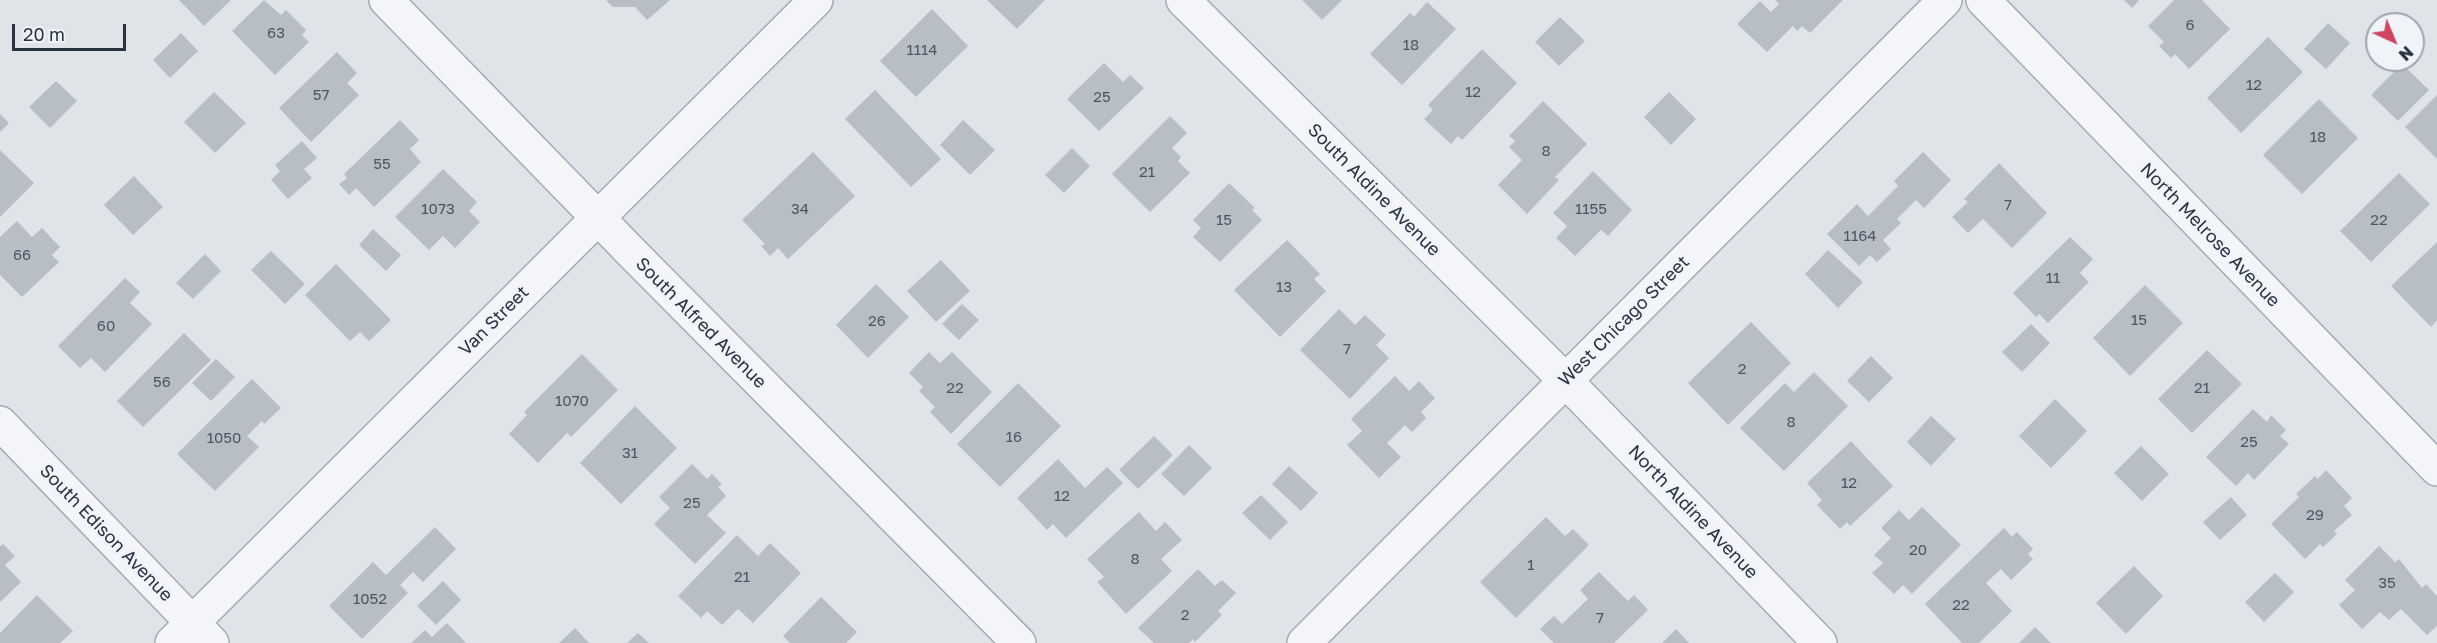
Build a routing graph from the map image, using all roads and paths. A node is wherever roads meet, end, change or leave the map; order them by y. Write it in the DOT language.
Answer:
graph roads {
  1 [pos="386,0"];
  2 [pos="816,0"];
  3 [pos="1183,0"];
  4 [pos="1945,0"];
  5 [pos="1983,0"];
  6 [pos="598,218"];
  7 [pos="1565,380"];
  8 [pos="0,423"];
  9 [pos="2437,469"];
  10 [pos="192,636"];
  11 [pos="1019,643"];
  12 [pos="1304,643"];
  13 [pos="1820,643"];
  1 -- 6 [label="street, South Alfred Avenue"];
  2 -- 6 [label="street, Van Street"];
  3 -- 7 [label="street, South Aldine Avenue"];
  4 -- 7 [label="street, West Chicago Street"];
  5 -- 9 [label="street, North Melrose Avenue"];
  6 -- 10 [label="street, Van Street"];
  6 -- 11 [label="street, South Alfred Avenue"];
  7 -- 12 [label="street, West Chicago Street"];
  7 -- 13 [label="street, North Aldine Avenue"];
  8 -- 10 [label="street, South Edison Avenue"];
}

· · ·

Exercise prompt:
Print each record as it appears above, dropping every picture from the copy.

Response area:
Build a routing graph from the map image, using all roads and paths. A node is wherever roads meet, end, change or leave the map; order them by y. Write it in the DOT language.
Answer:
graph roads {
  1 [pos="386,0"];
  2 [pos="816,0"];
  3 [pos="1183,0"];
  4 [pos="1945,0"];
  5 [pos="1983,0"];
  6 [pos="598,218"];
  7 [pos="1565,380"];
  8 [pos="0,423"];
  9 [pos="2437,469"];
  10 [pos="192,636"];
  11 [pos="1019,643"];
  12 [pos="1304,643"];
  13 [pos="1820,643"];
  1 -- 6 [label="street, South Alfred Avenue"];
  2 -- 6 [label="street, Van Street"];
  3 -- 7 [label="street, South Aldine Avenue"];
  4 -- 7 [label="street, West Chicago Street"];
  5 -- 9 [label="street, North Melrose Avenue"];
  6 -- 10 [label="street, Van Street"];
  6 -- 11 [label="street, South Alfred Avenue"];
  7 -- 12 [label="street, West Chicago Street"];
  7 -- 13 [label="street, North Aldine Avenue"];
  8 -- 10 [label="street, South Edison Avenue"];
}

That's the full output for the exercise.